You should (pretty much) exclusively use val. If you find yourself wanting to use a var, there is almost certainly a better way to structure your code.

Style

Specifying Types

Scala has powerful type inference capabilities, so, in many cases, types do not need to be specified. However, types may be specified at any time. This is often useful for making complex code more readable, or as a way of protecting against errors. Additionally, types can be specifed on any subexpression, not just on variable assignments.

val a = 4                 // a: Int = 4
val b: Int = 4            // b: Int = 4
val c = (a: Double) + 5   // c: Double = 9.0

All types are determined statically during compilation.

Basic Syntax

Imports

Classes, objects, and static methods can all be imported. An underscore can be used as a wildcard to import everything from a particular context.

import scala.collection.immutable.BitSet
import scala.math.log
import scala.math._

Semi-colon Inference

Scala will infer semi-colons at the ends of lines, so they do not need to be explicitly written. If you add them yourself, then Scala will not complain, but it doesn’t look as nice.
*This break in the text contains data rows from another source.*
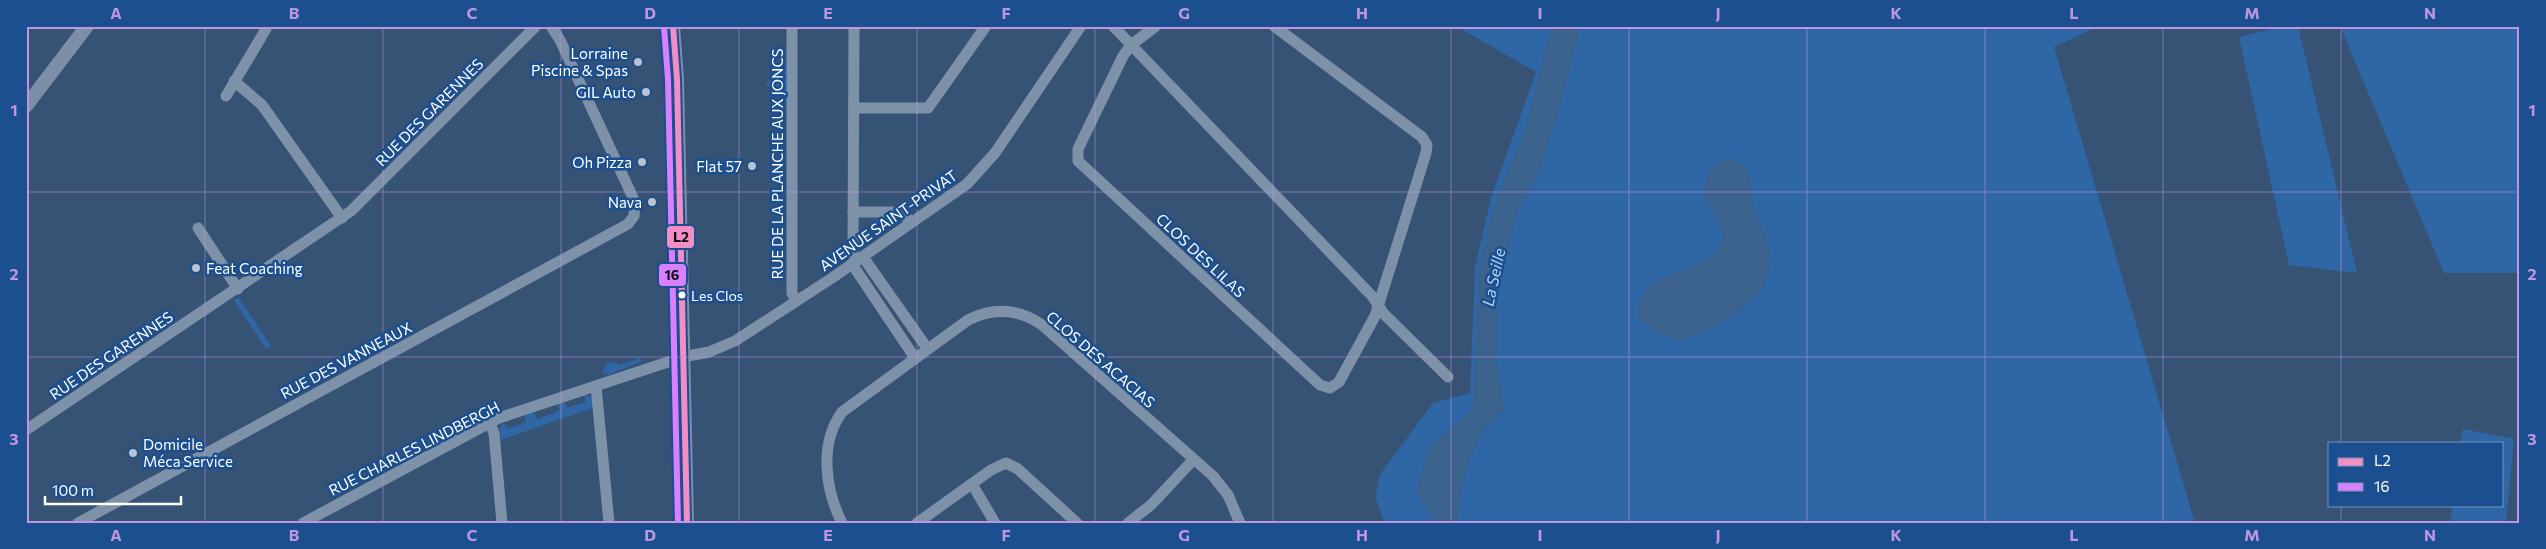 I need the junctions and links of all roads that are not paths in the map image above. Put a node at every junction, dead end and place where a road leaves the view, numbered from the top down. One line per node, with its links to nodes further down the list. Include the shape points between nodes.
1 (87, 26): 18 (main road)
2 (536, 26): 21 (street, RUE DES GARENNES)
3 (551, 26): 37 (street, RUE DES VANNEAUX, via 635,202 634,216 628,224)
4 (673, 26): 15 (main road)
5 (679, 26): 15 (main road)
6 (792, 26): 26 (street, RUE DE LA PLANCHE AUX JONCS, via 792,293)
7 (854, 26): 19 (street)
8 (986, 26): 19 (street, via 928,108)
9 (1081, 26): 22 (street, AVENUE SAINT-PRIVAT, via 986,164 956,193)
10 (1113, 26): 14 (street)
11 (1156, 26): 14 (street, CLOS DES LILAS)
12 (1274, 26): 27 (street, CLOS DES LILAS, via 1422,137 1427,145)
13 (266, 29): 16 (street)
14 (1131, 45): 27 (street); 27 (street, CLOS DES LILAS, via 1078,149 1081,165 1320,385 1330,388 1339,382)
15 (677, 79): 29 (main road)
16 (234, 82): 17 (street); 21 (street, via 255,97)
17 (226, 96)
18 (26, 106)
19 (854, 108): 20 (street)
20 (853, 212): 22 (street, via 900,212); 24 (street, via 853,254)
21 (342, 218): 25 (street, RUE DES GARENNES)
22 (911, 223): 24 (street, AVENUE SAINT-PRIVAT)
23 (198, 228): 25 (street)
24 (857, 260): 26 (street, AVENUE SAINT-PRIVAT); 28 (street); 30 (street)
25 (238, 288): 34 (street, RUE DES GARENNES)
26 (796, 301): 29 (street, AVENUE SAINT-PRIVAT, via 735,341)
27 (1378, 305): 31 (street)
28 (927, 348): 30 (street, CLOS DES ACACIAS); 35 (street, CLOS DES ACACIAS, via 977,316 1000,311 1026,316 1042,326)
29 (683, 357): 32 (street, RUE CHARLES LINDBERGH); 41 (main road)
30 (915, 358): 42 (street, CLOS DES ACACIAS, via 851,404 831,431 827,453 828,476)
31 (1448, 377)
32 (596, 386): 33 (street, RUE CHARLES LINDBERGH, via 499,418); 40 (street)
33 (490, 424): 38 (street, RUE CHARLES LINDBERGH); 39 (street, via 494,433)
34 (26, 430)
35 (1193, 460): 46 (street, via 1151,505); 47 (street, CLOS DES ACACIAS, via 1221,485)
36 (972, 484): 43 (street); 44 (street); 45 (street, via 998,466 1011,464)
37 (78, 523)
38 (303, 523)
39 (502, 523)
40 (609, 523)
41 (687, 523)
42 (842, 523)
43 (917, 523)
44 (995, 523)
45 (1077, 523)
46 (1128, 523)
47 (1240, 523)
Semi-colons can also be used to write several statements on a single line, but this should be avoided because it’s harder to read in most circumstances.

String Interpolation

val x = 4
val y = "stuff"
val z = f"You can say $x is inverse of ${1.0 / x}%.2f and $y"

See the docs for more.

Control

Scala has control many familiar control structures.

if-else

val x = 4
if(x > 2)
  println("greater than 2")
else if(x < 4)
  println("less than to 2")
else
  println("equal to 2")
// prints "greater than 2"

for-each loop

val xs = Vector(1,2,3,4,5)
for(x <- xs)
  println(x)
// prints numbers 1 through 5

But the for-each loop can be used in more complex ways, allowing succinct syntax for looping over multiple collections and filtering:

for(
   x <- Vector(1,2,3,4,5);  // outer loop over a vector
   if x % 2 == 1;           // filter out even xs
   y <- Set(1,2,3);         // inner loop over a list
   if x + y == 6            // filter out entries that don't sum to 6
  ) println(s"x=$x, y=$y")
// prints:
//   x=3, y=3
//   x=5, y=1

This is equivalent to:

for(x <- Vector(1,2,3,4,5))
  if(x % 2 == 1)
    for(y <- Set(1,2,3))
      if(x + y == 6)
        println(s"x=$x, y=$y")

Everything is an Expression

In Scala, many things are expression that are not in other languages.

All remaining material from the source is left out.